By measuring the space inside the pellet, Porton Down scientists were able to calculate the volume of poison it would have contained. They found that a mere 0.5mg of material would have filled the cavity. Ricin is one of the few poisons potent enough to kill in the quantities that could fit inside the pellet.

An identical amount of ricin was given to a pig, and the symptoms the animal developed matched the symptoms displayed by Markov. Pigs are often used as proxies for humans as they are of a similar size, they are hairless, their guts contain similar bacteria and their organs are of a comparable size, so injury and decay processes are also comparable. A post-mortem on the pig revealed similar damage to the internal organs; in fact the similarities were close enough to exclude all other possibilities. Ricin was confirmed as the poison that was used to kill Georgi Markov. The capsule could have been coated in wax, which would have melted at body temperature to release the poison, or in sugars that would have dissolved inside the body.
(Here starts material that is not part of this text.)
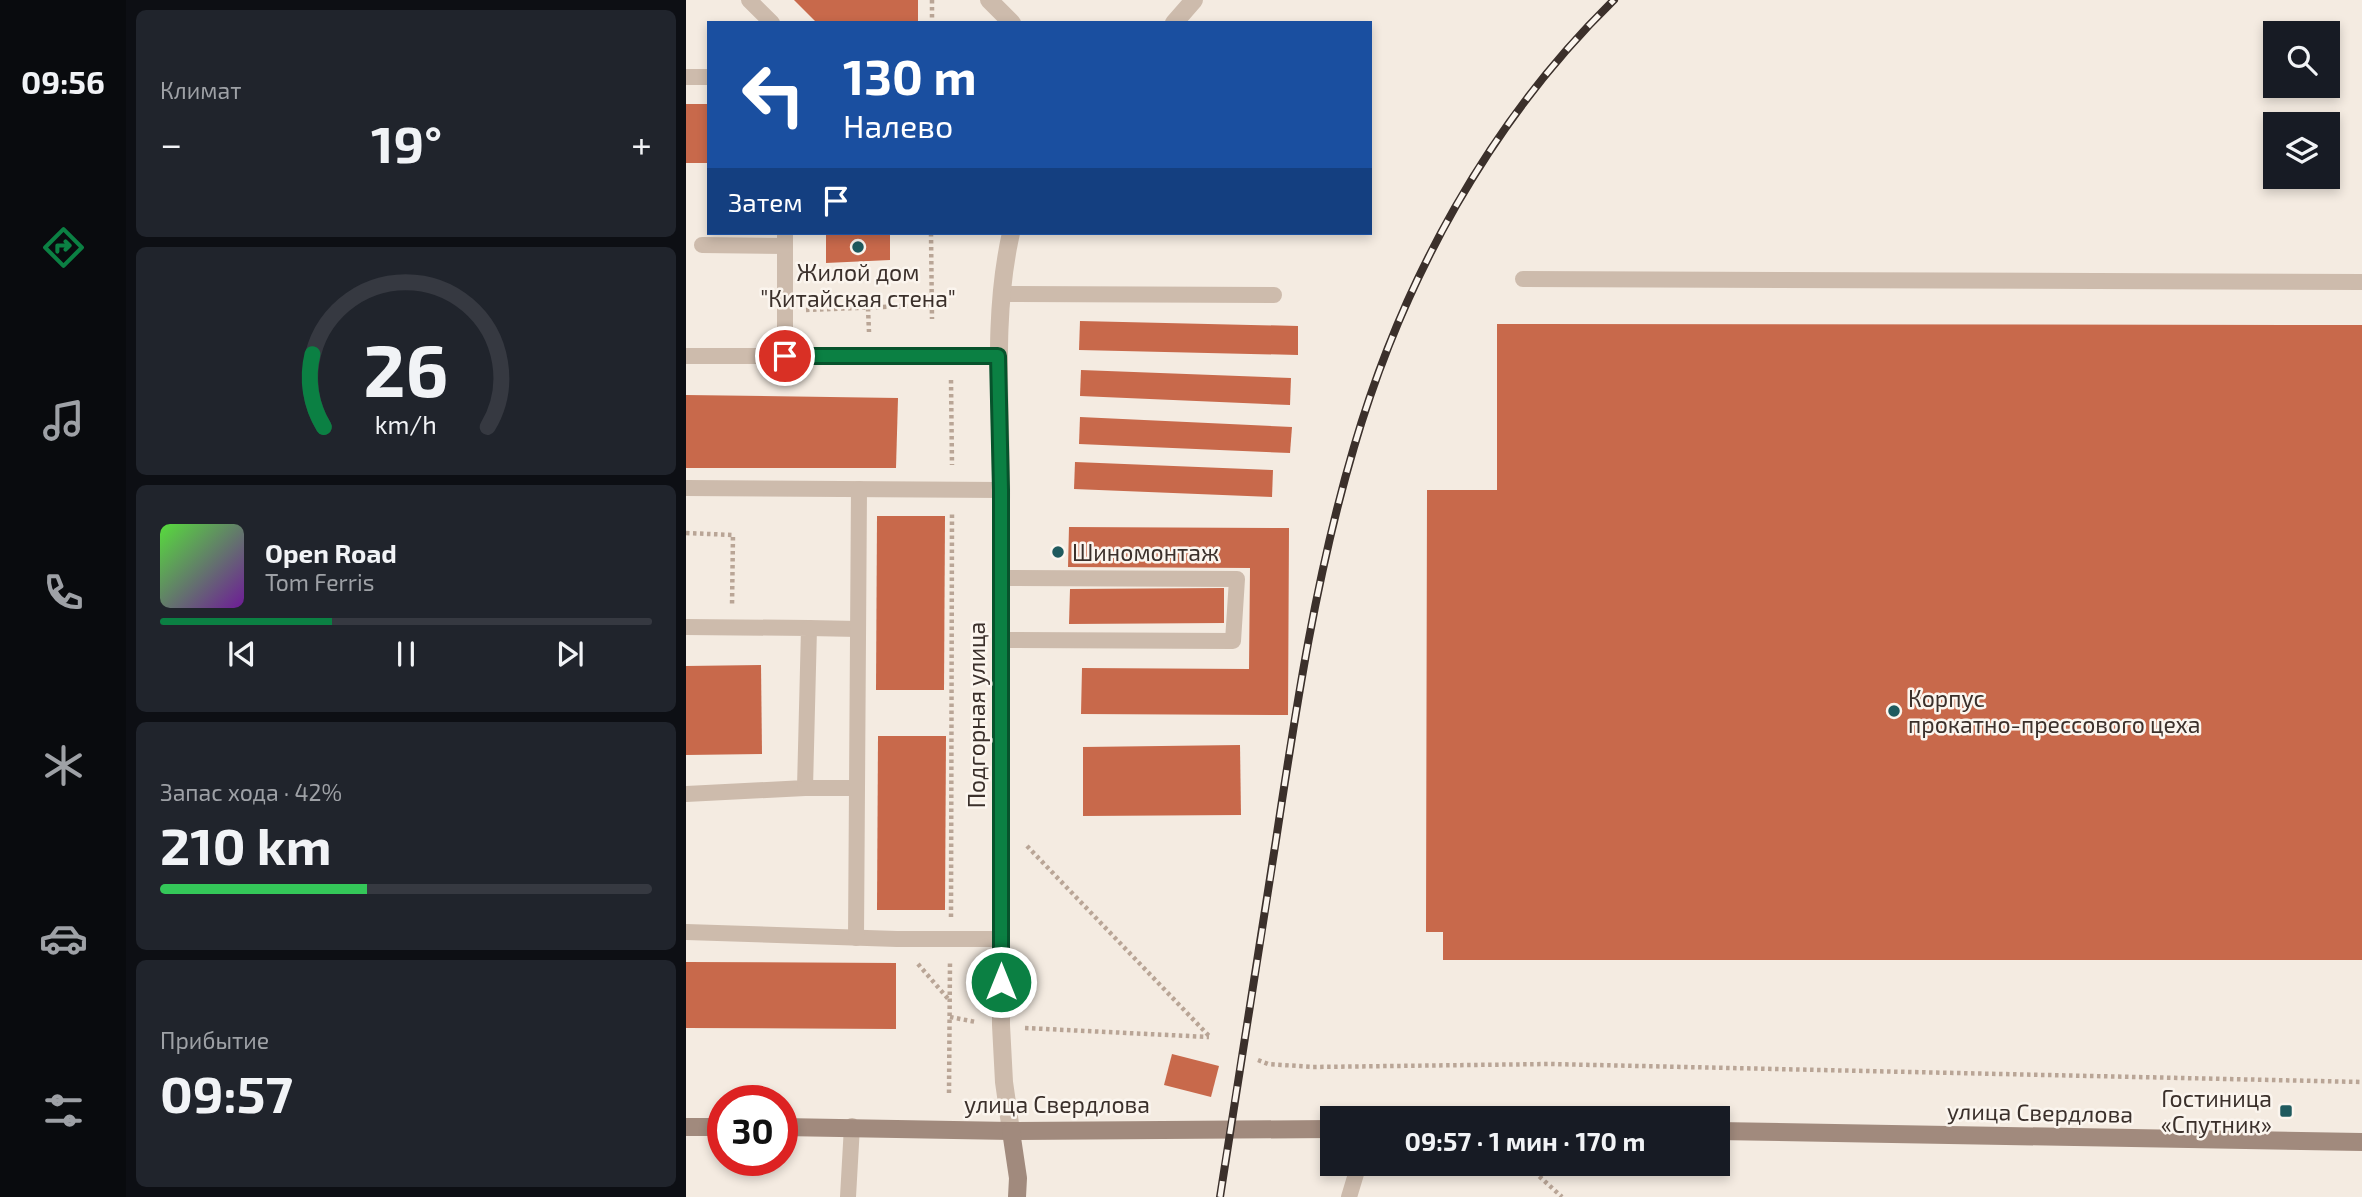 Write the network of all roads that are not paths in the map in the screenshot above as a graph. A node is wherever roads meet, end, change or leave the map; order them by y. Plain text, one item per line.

A similar assassination attempt in Paris, involving another Bulgarian defector, Vladimir Kostov, allowed the British authorities to make further comparisons. Ten days before the attack on Markov, Kostov had been standing on an escalator of the Paris Metro when a pellet was fired into the small of his back. He felt a sting just above the belt of his trousers. A small wound on his back appeared and swelled slightly. The following day Kostov felt unwell; he developed a fever, and went to his doctor. The doctor said there was nothing to worry about, and after a few days his temperature was almost back to normal. After Markov's death Kostov allowed the wound on his back to be examined, and a pellet, identical to Markov's, was removed, along with a sample of tissue for examination. The pellet still had some of the original coating attached, and most of the ricin was still within the pellet. The small amount that had leaked into the surrounding tissue had caused Kostov's symptoms, but it also allowed his body to develop antibodies to the toxin. These antibodies were detected in the tissue samples.
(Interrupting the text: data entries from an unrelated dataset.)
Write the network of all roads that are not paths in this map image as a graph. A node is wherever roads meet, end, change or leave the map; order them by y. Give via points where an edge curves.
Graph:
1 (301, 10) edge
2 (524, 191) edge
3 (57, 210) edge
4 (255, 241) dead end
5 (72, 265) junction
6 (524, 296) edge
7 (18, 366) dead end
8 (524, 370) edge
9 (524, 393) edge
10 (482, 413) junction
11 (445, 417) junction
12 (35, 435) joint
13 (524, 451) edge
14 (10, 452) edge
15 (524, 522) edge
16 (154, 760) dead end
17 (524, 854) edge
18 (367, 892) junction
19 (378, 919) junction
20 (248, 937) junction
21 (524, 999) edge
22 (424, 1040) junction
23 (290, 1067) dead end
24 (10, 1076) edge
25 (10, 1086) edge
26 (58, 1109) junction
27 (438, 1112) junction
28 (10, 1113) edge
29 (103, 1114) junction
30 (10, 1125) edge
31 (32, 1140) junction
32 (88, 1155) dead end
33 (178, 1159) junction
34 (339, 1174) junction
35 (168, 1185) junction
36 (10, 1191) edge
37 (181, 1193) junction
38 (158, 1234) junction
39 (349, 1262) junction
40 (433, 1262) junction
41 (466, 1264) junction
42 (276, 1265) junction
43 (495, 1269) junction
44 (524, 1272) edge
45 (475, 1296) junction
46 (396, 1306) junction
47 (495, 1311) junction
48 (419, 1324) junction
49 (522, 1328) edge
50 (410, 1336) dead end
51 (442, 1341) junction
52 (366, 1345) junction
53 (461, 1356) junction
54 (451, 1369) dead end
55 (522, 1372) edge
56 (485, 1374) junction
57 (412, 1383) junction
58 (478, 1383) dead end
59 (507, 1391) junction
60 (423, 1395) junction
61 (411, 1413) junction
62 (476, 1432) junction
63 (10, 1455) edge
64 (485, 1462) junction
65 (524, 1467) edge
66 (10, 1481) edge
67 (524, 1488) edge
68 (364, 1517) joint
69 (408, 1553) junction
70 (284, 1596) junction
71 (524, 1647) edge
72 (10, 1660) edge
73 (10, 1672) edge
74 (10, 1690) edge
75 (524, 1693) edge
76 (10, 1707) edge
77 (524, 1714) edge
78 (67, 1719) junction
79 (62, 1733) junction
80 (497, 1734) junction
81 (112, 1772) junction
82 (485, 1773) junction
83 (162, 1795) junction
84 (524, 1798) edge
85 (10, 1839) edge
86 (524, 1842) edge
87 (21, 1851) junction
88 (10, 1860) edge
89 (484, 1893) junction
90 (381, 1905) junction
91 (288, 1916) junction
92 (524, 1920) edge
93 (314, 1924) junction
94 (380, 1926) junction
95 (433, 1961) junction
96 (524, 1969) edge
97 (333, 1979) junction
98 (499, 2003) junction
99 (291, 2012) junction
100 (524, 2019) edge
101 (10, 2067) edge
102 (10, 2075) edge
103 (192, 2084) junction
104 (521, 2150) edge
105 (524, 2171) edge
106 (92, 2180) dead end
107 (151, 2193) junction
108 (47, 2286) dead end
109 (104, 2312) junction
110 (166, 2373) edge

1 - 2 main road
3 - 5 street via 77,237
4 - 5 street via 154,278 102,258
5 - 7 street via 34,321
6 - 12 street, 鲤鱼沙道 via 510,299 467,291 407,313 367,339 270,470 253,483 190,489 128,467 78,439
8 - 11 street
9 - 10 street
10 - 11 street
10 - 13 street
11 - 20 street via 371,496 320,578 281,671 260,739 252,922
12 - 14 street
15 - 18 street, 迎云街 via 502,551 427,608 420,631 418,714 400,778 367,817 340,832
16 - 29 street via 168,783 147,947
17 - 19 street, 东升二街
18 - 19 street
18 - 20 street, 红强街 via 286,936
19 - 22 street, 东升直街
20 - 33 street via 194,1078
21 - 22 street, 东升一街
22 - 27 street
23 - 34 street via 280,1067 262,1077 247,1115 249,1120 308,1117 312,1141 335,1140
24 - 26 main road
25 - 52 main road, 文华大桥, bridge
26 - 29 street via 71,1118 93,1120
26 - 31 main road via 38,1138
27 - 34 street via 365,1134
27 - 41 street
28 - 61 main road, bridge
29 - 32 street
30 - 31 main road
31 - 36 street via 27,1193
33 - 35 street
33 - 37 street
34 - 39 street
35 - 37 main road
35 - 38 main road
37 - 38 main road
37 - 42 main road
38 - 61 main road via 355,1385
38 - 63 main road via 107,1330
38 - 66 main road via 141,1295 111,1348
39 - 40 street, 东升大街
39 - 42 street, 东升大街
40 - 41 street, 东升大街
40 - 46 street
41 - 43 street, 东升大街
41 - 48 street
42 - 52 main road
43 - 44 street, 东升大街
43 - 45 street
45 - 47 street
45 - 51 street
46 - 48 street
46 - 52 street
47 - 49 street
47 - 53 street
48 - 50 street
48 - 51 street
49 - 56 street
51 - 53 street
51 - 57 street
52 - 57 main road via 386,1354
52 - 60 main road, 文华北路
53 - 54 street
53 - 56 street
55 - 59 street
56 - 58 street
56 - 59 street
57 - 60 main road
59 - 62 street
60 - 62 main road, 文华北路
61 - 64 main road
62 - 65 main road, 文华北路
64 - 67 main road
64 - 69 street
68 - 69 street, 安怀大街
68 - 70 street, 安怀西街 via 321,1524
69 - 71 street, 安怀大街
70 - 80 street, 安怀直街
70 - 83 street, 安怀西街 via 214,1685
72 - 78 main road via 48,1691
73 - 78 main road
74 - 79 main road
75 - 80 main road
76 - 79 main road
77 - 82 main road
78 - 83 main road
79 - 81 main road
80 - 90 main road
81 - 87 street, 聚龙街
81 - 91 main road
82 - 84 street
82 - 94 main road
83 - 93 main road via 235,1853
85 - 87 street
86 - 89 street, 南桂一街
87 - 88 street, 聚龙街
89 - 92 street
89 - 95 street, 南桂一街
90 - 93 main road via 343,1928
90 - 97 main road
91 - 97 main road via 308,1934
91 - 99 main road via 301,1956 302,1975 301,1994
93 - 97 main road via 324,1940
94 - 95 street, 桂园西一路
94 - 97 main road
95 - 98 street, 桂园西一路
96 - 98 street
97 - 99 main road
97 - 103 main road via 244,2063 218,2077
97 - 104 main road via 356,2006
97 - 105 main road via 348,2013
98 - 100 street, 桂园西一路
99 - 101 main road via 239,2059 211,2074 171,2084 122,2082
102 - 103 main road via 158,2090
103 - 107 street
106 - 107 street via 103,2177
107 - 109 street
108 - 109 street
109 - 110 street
From all the evidence it was hypothesised that an agent of the Bulgarian secret service had fired a pellet into Markov's leg that contained a lethal dose of ricin. The pellet was fired either from an ordinary air pistol, and an umbrella was dropped at the same time as a distraction, or from a specially adapted umbrella designed and built with the collaboration of the Russian secret service. After the fall of the communist regime in Bulgaria it was hoped that the mysteries surrounding Markov's assassination would be cleared up. Documents relating to Markov and the incident were kept in the Bulgarian secret service archives, but many are missing or destroyed. There are still many questions to be answered; no one has ever stood trial for Georgi Markov's murder, or even been seriously accused of committing the crime.